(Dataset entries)
###
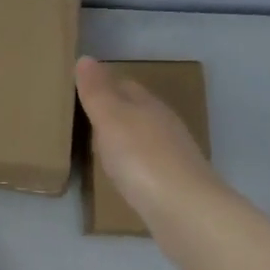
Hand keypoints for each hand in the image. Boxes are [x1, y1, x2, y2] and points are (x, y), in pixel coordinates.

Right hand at [76, 56, 225, 235]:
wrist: (185, 210)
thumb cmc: (141, 158)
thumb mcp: (110, 119)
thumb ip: (97, 91)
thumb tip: (86, 58)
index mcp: (148, 104)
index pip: (125, 85)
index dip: (105, 84)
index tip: (83, 90)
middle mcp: (165, 124)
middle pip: (138, 110)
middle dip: (116, 111)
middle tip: (88, 118)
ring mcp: (174, 155)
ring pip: (145, 137)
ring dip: (127, 139)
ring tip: (103, 148)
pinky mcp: (177, 184)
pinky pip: (150, 165)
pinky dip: (136, 165)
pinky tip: (127, 176)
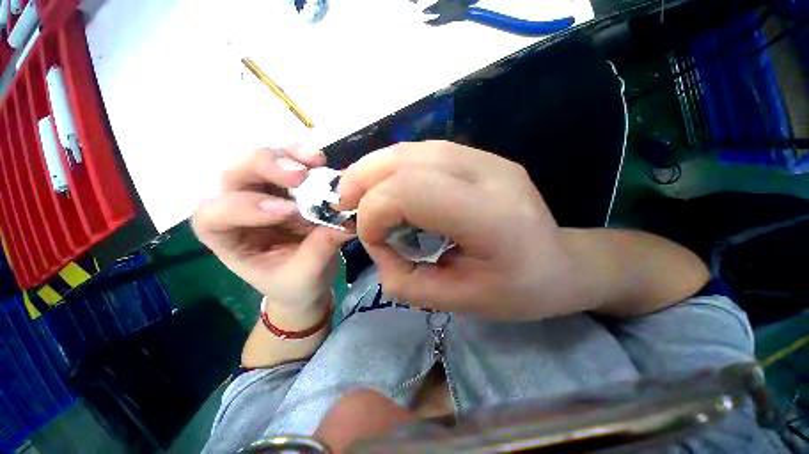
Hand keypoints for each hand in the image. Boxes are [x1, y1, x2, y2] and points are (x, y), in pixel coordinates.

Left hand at [192, 145, 350, 308]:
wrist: (307, 280)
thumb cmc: (295, 283)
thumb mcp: (305, 274)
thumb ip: (321, 248)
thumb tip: (348, 221)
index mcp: (228, 238)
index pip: (216, 215)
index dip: (246, 208)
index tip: (289, 212)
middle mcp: (240, 208)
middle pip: (236, 175)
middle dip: (266, 169)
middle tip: (300, 176)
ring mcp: (266, 193)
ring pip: (263, 161)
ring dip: (289, 156)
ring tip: (316, 161)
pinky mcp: (290, 187)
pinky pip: (291, 162)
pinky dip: (305, 157)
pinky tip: (320, 160)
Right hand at [336, 141, 575, 318]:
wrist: (562, 264)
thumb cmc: (517, 291)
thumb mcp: (457, 301)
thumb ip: (405, 279)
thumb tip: (375, 244)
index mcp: (491, 216)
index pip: (413, 191)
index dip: (376, 211)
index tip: (369, 238)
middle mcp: (490, 174)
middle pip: (408, 160)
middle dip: (364, 180)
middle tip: (345, 204)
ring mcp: (488, 159)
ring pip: (414, 148)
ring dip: (375, 168)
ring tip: (359, 193)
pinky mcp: (482, 157)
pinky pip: (425, 152)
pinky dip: (395, 167)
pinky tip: (389, 186)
###
**Task item:** Report every line of the entries that carries the word "index".

**Solved problem:**
index mcp: (148, 104)
index pip: (125, 85)
index dip: (105, 84)
index tip: (83, 90)
index mcp: (228, 238)
index pip: (216, 215)
index dip: (246, 208)
index tip: (289, 212)
index mcp: (491, 216)
index pip: (413, 191)
index dip: (376, 211)
index tip: (369, 238)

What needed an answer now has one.